━━━━━ RECORDS FOR THIS TASK

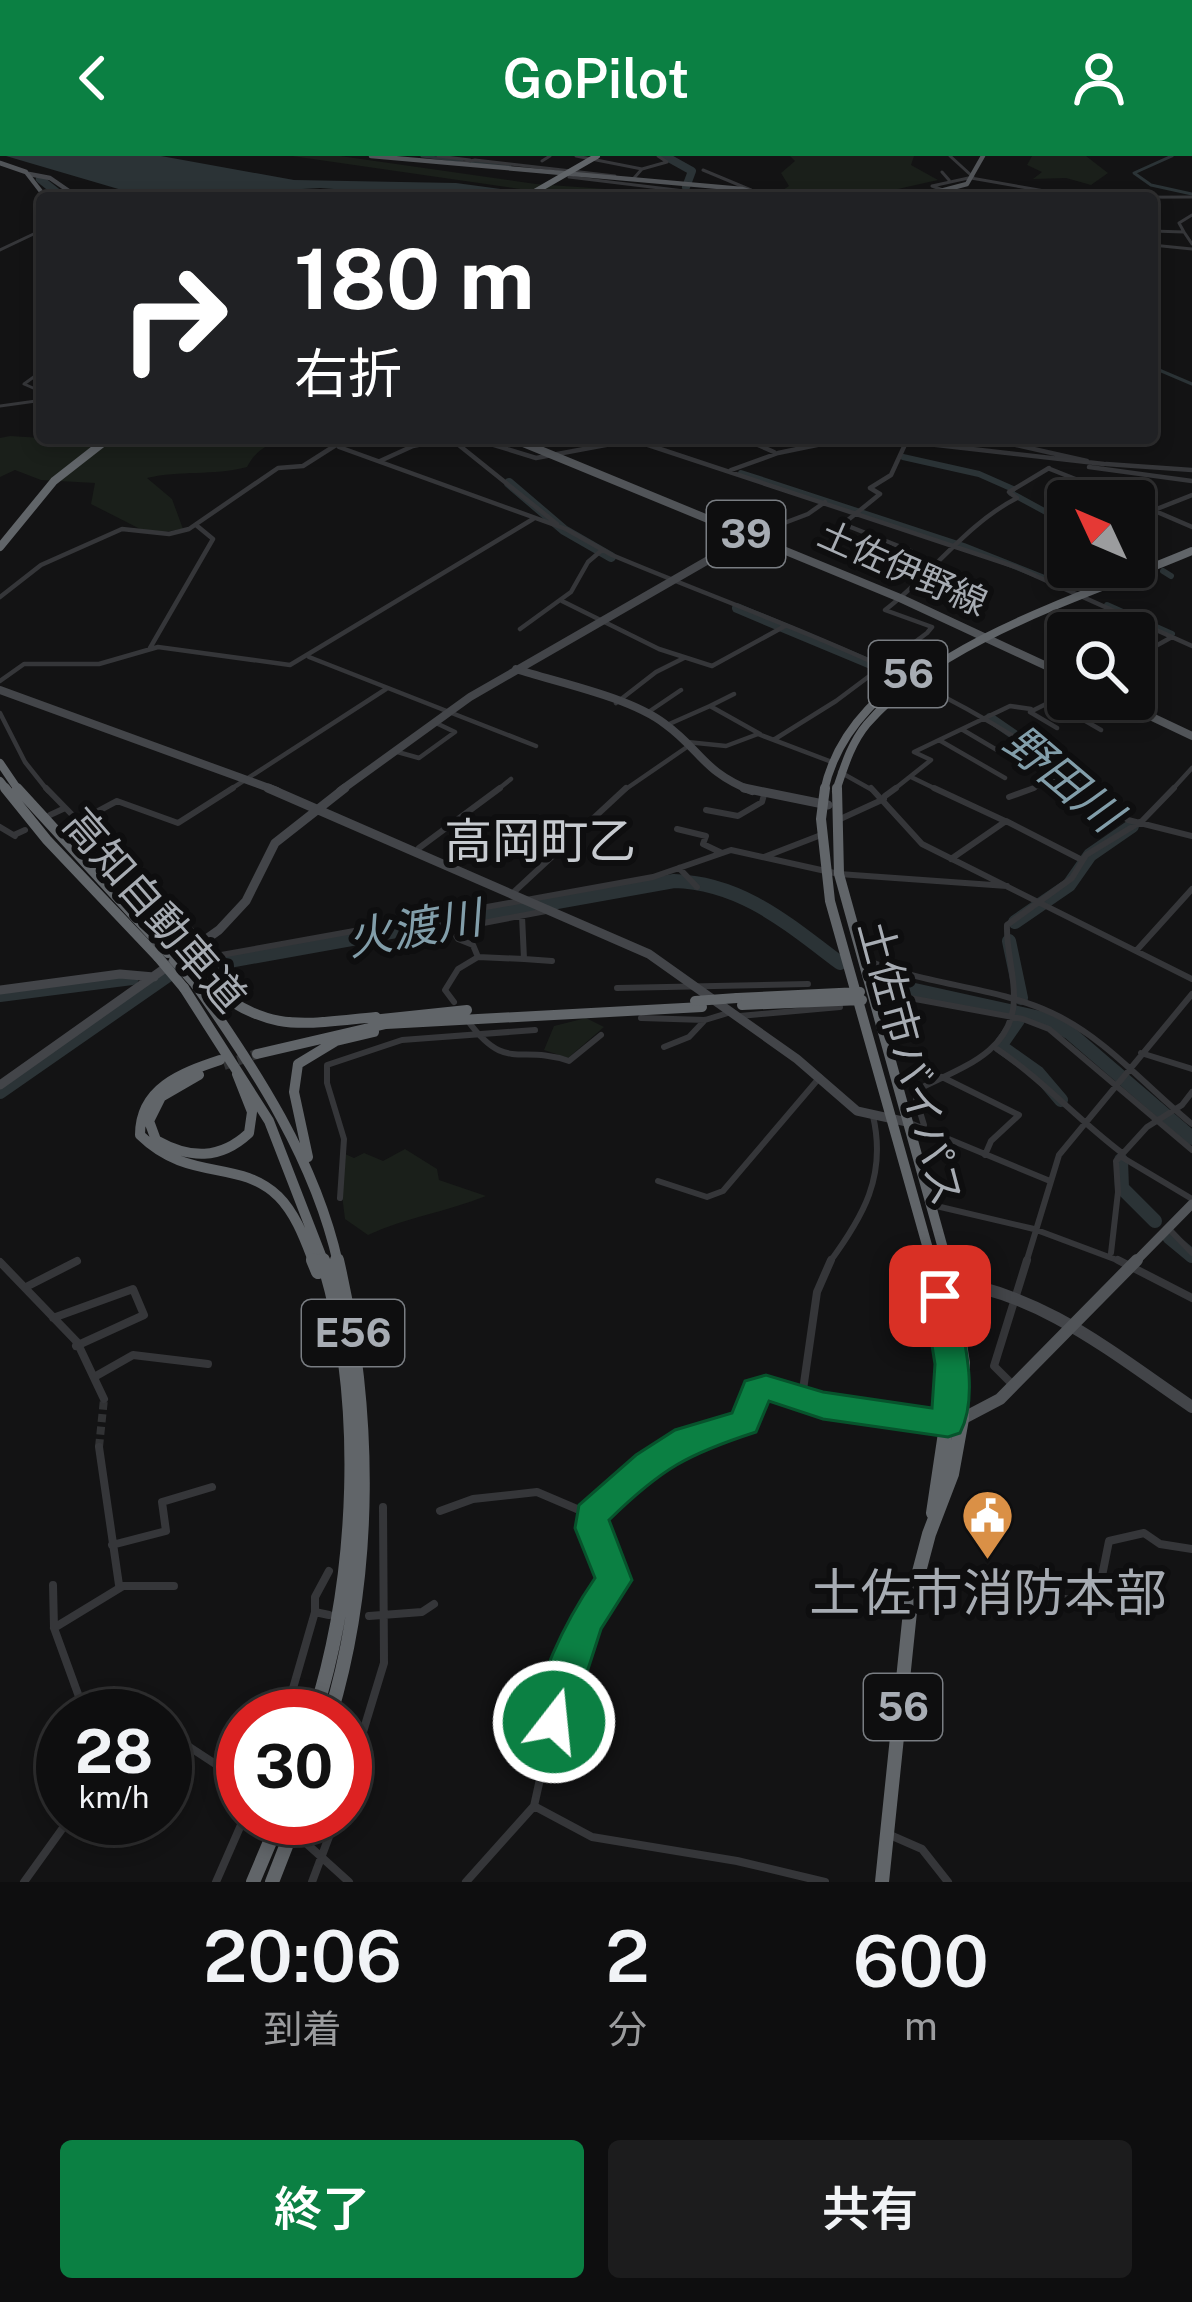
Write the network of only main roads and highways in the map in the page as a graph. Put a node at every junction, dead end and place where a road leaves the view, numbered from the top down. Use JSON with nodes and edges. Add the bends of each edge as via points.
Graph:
{"nodes":[{"id":1,"x":371,"y":156,"type":"edge"},
{"id":2,"x":597,"y":156,"type":"edge"},
{"id":3,"x":983,"y":156,"type":"edge"},
{"id":4,"x":381,"y":157,"type":"edge"},
{"id":5,"x":0,"y":163,"type":"edge"},
{"id":6,"x":42,"y":192,"type":"edge"},
{"id":7,"x":534,"y":192,"type":"edge"},
{"id":8,"x":756,"y":192,"type":"edge"},
{"id":9,"x":953,"y":192,"type":"edge"},
{"id":10,"x":101,"y":444,"type":"edge"},
{"id":11,"x":525,"y":444,"type":"edge"},
{"id":12,"x":0,"y":547,"type":"edge"},
{"id":13,"x":1192,"y":548,"type":"edge"},
{"id":14,"x":985,"y":636,"type":"junction"},
{"id":15,"x":1047,"y":666,"type":"edge"},
{"id":16,"x":908,"y":679,"type":"junction"},
{"id":17,"x":1155,"y":718,"type":"edge"},
{"id":18,"x":1192,"y":736,"type":"edge"},
{"id":19,"x":0,"y":763,"type":"edge"},
{"id":20,"x":0,"y":781,"type":"edge"},
{"id":21,"x":827,"y":805,"type":"junction"},
{"id":22,"x":171,"y":954,"type":"junction"},
{"id":23,"x":196,"y":985,"type":"junction"},
{"id":24,"x":861,"y":990,"type":"junction"},
{"id":25,"x":701,"y":1009,"type":"junction"},
{"id":26,"x":387,"y":1016,"type":"junction"},
{"id":27,"x":412,"y":1023,"type":"junction"},
{"id":28,"x":224,"y":1058,"type":"junction"},
{"id":29,"x":900,"y":1121,"type":"junction"},
{"id":30,"x":310,"y":1170,"type":"junction"},
{"id":31,"x":1192,"y":1201,"type":"edge"},
{"id":32,"x":347,"y":1373,"type":"junction"},
{"id":33,"x":955,"y":1421,"type":"junction"},
{"id":34,"x":320,"y":1689,"type":"edge"},
{"id":35,"x":335,"y":1689,"type":"edge"},
{"id":36,"x":269,"y":1845,"type":"edge"},
{"id":37,"x":286,"y":1845,"type":"edge"},
{"id":38,"x":254,"y":1882,"type":"edge"},
{"id":39,"x":272,"y":1882,"type":"edge"},
{"id":40,"x":882,"y":1882,"type":"edge"}],
"edges":[{"from":1,"to":4,"type":"main road"},
{"from":2,"to":7,"type":"highway","bridge":true},
{"from":3,"to":9,"type":"main road","via":[[973,178]]},
{"from":4,"to":8,"type":"main road"},
{"from":5,"to":6,"type":"main road","via":[[28,174]]},
{"from":10,"to":12,"type":"highway","via":[[54,481]]},
{"from":11,"to":14,"type":"main road","name":"土佐伊野線","number":"39"},
{"from":13,"to":14,"type":"highway","name":"土佐市バイパス","number":"56"},
{"from":14,"to":15,"type":"main road","name":"土佐伊野線","number":"39"},
{"from":14,"to":16,"type":"highway","name":"土佐市バイパス","number":"56"},
{"from":16,"to":21,"type":"highway","name":"土佐市バイパス","number":"56","via":[[866,725]]},
{"from":16,"to":21,"type":"highway","name":"土佐市バイパス","number":"56","via":[[864,712],[832,762]]},
{"from":17,"to":18,"type":"main road"},
{"from":19,"to":22,"type":"highway","name":"高知自動車道"},
{"from":20,"to":22,"type":"highway","name":"高知自動車道","number":"E56","via":[[47,840]]},
{"from":21,"to":24,"type":"highway","name":"土佐市バイパス","number":"56"},
{"from":21,"to":24,"type":"highway","name":"土佐市バイパス","number":"56","via":[[826,872],[844,954]]},
{"from":22,"to":23,"type":"highway","name":"高知自動車道","number":"E56","bridge":true},
{"from":22,"to":23,"type":"highway","bridge":true},
{"from":23,"to":26,"type":"highway","via":[[265,1024]]},
{"from":23,"to":28,"type":"highway","name":"高知自動車道","number":"E56"},
{"from":23,"to":30,"type":"highway","name":"高知自動車道","number":"E56","via":[[266,1086]]},
{"from":24,"to":25,"type":"highway","bridge":true},
{"from":24,"to":29,"type":"highway","name":"土佐市バイパス","number":"56"},
{"from":25,"to":26,"type":"highway"},
{"from":25,"to":27,"type":"highway"},
{"from":26,"to":27,"type":"highway","via":[[255,1051]]},
{"from":27,"to":30,"type":"highway","via":[[336,1041],[298,1064],[294,1092]]},
{"from":28,"to":28,"type":"highway","via":[[161,1096],[149,1120],[156,1140],[194,1157],[230,1149],[249,1133],[252,1112]]},
{"from":28,"to":32,"type":"highway","name":"高知自動車道","number":"E56","via":[[294,1174]]},
{"from":28,"to":32,"type":"highway","via":[[149,1097],[140,1135],[158,1155],[257,1178],[288,1204],[314,1259]]},
{"from":29,"to":33,"type":"highway","name":"土佐市バイパス","number":"56","via":[[952,1364]]},
{"from":29,"to":33,"type":"highway","name":"土佐市バイパス","number":"56","via":[[952,1281],[960,1327]]},
{"from":30,"to":35,"type":"highway","name":"高知自動車道","number":"E56","via":[[348,1299],[361,1412],[353,1603]]},
{"from":31,"to":33,"type":"main road","via":[[1000,1399]]},
{"from":32,"to":34,"type":"highway","name":"高知自動車道","number":"E56","via":[[340,1601]]},
{"from":33,"to":40,"type":"highway","name":"土佐市バイパス","number":"56","via":[[952,1474],[916,1575]]},
{"from":36,"to":38,"type":"highway"},
{"from":37,"to":39,"type":"highway"}]}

━━━━━━━━━━

● **THE PROBLEM**
Search the records for the word "edges". Copy each line where it appears.

● **TASK RESULT**
Write the network of only main roads and highways in the map in the page as a graph. Put a node at every junction, dead end and place where a road leaves the view, numbered from the top down. Use JSON with nodes and edges. Add the bends of each edge as via points.
"edges":[{"from":1,"to":4,"type":"main road"},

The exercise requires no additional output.